Dr. Simons smiled at us.
"You'll be fine," she said. "Enjoy your visit."
She touched my arm as she started back toward the building and left the three of us alone.
"Yes, Karen. How are you?" Aunt Zipporah asked her.
"I'm great. You look tired though, Zipporah. Have you been up all night studying for some stupid test?"
She turned to me, holding her smile. She ran her gaze over my face and then turned back to Karen.
"You've got to tell me everything that's been going on. Don't leave out a detail, no matter how small it might seem or insignificant. You never saw the importance of the little things like I did anyway. Oh, I have no more chairs here. Do you mind if we all sat on the grass? It's beautiful grass. They take such care of the property, don't you think? Well?" she followed before Aunt Zipporah could respond. My mother's burst of verbal energy was too
overwhelming. We both simply stared at her.
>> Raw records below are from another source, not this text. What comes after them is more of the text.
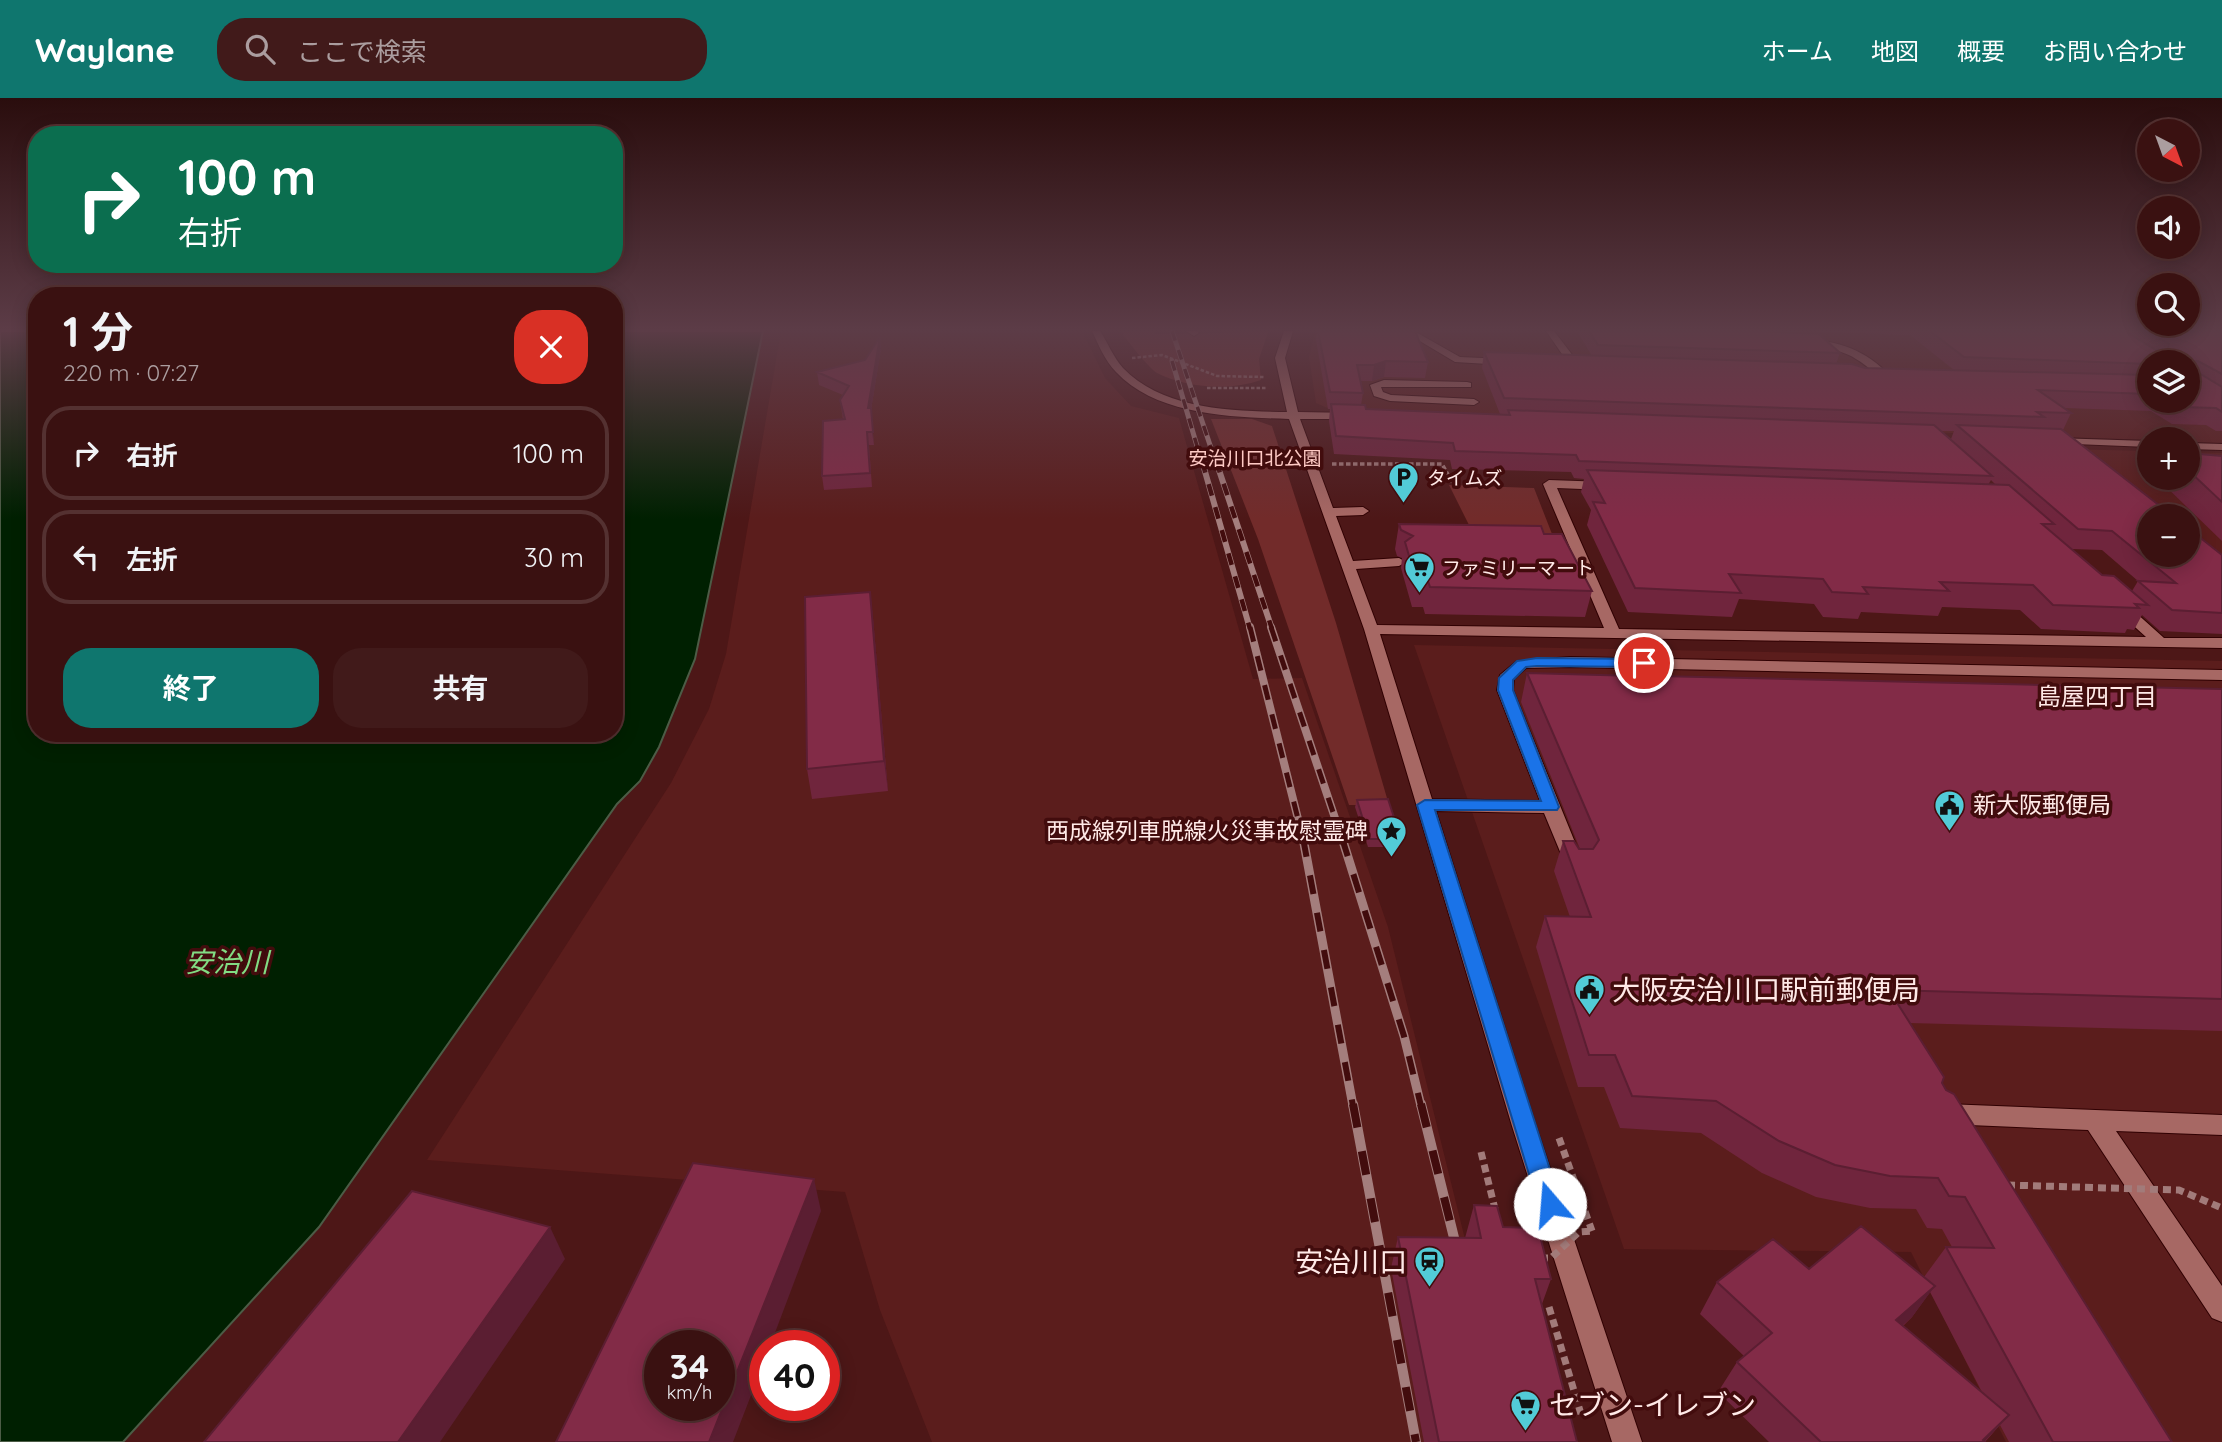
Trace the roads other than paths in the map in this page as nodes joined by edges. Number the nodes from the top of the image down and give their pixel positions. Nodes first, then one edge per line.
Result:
1 (1154, 394) edge
2 (1288, 394) edge
3 (1378, 394) edge
4 (1471, 394) edge
5 (1292, 414) junction
6 (1364, 417) edge
7 (2040, 440) edge
8 (2137, 444) edge
9 (2200, 446) edge
10 (2222, 447) edge
11 (1618, 487) edge
12 (1363, 511) dead end
13 (1328, 512) junction
14 (1399, 562) dead end
15 (1348, 565) junction
16 (2108, 595) edge
17 (1371, 629) junction
18 (1559, 631) junction
19 (1613, 631) junction
20 (2159, 642) junction
21 (2222, 643) edge
22 (1570, 662) junction
23 (2215, 675) edge
24 (2222, 688) edge
25 (1425, 805) junction
26 (1551, 807) junction
27 (1577, 872) edge
28 (1936, 1114) edge
29 (2095, 1120) junction
30 (2222, 1125) edge
31 (2222, 1309) edge
32 (1627, 1442) edge

1 - 5 street
2 - 5 street
3 - 4 street
5 - 6 street
5 - 13 street
7 - 8 street
9 - 10 street
11 - 19 street
12 - 13 street
13 - 15 street
14 - 15 street
15 - 17 street
16 - 20 street
17 - 18 street
17 - 25 street
18 - 19 street
18 - 22 street
19 - 20 street
20 - 21 street
22 - 23 street
22 - 26 street
23 - 24 street
25 - 26 street
25 - 32 street
26 - 27 street
28 - 29 street
29 - 30 street
29 - 31 street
I recalled a conversation I once had with my science teacher last year. We were talking about what was known about memory, and he spoke about dogs and how their owners could leave them for days, even years, and when they returned to them, how the dog would behave as if they had been gone only minutes. "They don't have the sense of time passage we have," he said.
Was that what my mother had lost, her sense of time passage? Couldn't she see how much older Aunt Zipporah looked? How could she think she had just come from school? And what about me? Where did that put me?